● TASK:
In the data that follows, count each line with the string "Menteri"; the reply is the number only.

Stored data entries
§

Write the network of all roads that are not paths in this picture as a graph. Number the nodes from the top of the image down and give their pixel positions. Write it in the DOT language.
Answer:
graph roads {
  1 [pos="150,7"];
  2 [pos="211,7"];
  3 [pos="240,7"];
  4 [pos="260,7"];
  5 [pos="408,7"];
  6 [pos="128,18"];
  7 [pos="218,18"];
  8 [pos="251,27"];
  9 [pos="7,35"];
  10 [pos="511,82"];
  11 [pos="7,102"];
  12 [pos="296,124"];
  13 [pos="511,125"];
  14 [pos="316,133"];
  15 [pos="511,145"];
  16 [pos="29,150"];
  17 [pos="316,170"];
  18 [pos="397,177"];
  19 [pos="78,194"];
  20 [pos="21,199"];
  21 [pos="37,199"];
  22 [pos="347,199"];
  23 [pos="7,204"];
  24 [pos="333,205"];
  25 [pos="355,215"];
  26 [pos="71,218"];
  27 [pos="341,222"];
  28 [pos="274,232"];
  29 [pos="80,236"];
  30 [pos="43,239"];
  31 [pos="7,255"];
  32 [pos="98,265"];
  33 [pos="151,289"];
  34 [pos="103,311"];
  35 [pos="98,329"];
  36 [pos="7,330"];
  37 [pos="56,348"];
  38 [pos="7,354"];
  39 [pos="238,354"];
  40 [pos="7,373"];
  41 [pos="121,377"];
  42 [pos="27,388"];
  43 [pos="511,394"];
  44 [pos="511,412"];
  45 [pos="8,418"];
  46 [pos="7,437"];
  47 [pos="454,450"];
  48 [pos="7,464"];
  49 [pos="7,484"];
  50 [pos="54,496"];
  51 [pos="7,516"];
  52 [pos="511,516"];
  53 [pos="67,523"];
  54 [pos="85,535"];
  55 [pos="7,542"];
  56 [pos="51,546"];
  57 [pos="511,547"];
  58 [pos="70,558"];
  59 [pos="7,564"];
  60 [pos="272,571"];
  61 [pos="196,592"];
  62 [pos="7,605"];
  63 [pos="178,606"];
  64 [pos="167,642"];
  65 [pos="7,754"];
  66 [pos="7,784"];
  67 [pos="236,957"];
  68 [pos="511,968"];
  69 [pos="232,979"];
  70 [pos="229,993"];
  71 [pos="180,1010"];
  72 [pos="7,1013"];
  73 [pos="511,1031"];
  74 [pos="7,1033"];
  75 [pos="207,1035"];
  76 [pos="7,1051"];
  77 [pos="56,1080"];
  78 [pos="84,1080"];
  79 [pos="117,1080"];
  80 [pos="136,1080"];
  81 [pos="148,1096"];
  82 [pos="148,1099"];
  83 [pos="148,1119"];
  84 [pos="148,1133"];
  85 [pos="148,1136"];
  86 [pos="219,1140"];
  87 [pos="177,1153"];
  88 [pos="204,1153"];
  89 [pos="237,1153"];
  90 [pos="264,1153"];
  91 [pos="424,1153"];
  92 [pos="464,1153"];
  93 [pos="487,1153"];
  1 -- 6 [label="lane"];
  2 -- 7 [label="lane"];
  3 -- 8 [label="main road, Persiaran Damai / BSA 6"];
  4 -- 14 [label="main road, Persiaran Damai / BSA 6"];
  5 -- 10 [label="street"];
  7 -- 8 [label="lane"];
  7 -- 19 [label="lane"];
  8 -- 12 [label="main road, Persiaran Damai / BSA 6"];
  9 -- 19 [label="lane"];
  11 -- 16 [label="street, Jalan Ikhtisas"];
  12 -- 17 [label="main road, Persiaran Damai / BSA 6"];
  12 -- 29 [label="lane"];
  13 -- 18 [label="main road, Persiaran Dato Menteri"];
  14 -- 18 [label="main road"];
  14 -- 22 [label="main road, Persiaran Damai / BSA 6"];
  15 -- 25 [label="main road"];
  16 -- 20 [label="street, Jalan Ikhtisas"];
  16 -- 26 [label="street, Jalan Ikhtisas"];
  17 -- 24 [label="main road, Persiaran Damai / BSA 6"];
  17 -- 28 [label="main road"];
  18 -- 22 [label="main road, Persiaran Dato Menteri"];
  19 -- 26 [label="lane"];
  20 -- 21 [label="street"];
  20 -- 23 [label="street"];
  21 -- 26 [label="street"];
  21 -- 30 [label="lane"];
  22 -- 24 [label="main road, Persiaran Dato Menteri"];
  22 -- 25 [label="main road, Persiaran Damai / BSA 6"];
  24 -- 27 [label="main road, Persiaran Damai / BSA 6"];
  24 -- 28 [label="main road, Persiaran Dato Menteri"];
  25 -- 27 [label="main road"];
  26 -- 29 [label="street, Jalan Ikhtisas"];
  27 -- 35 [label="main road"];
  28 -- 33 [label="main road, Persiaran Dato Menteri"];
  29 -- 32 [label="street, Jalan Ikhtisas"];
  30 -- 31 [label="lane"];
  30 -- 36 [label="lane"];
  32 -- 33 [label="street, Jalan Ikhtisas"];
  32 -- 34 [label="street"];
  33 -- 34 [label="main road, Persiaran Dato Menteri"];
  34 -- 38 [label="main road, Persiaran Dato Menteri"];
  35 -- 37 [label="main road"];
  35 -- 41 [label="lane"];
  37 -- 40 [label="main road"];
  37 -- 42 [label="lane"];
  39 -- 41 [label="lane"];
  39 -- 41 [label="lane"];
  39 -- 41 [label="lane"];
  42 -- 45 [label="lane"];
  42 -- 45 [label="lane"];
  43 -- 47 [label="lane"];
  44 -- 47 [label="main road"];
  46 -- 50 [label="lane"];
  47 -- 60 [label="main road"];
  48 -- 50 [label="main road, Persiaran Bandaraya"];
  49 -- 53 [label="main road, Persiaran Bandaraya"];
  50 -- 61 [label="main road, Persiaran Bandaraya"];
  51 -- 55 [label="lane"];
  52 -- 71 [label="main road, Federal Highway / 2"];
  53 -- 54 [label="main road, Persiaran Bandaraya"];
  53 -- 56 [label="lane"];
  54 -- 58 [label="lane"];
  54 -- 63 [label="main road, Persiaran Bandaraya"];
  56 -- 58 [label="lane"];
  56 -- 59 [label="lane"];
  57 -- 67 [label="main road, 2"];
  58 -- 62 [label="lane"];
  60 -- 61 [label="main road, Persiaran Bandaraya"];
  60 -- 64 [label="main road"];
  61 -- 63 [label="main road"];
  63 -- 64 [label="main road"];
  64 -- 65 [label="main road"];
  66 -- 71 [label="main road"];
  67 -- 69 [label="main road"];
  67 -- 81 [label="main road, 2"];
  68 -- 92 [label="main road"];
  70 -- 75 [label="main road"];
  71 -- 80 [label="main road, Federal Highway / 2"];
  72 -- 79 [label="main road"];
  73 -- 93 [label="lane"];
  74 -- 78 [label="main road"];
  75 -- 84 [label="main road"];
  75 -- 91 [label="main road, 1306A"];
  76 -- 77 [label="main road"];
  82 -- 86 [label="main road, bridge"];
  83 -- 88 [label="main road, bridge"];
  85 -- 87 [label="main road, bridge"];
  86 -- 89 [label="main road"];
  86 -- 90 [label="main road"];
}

§

● FINISHED EXERCISE:
7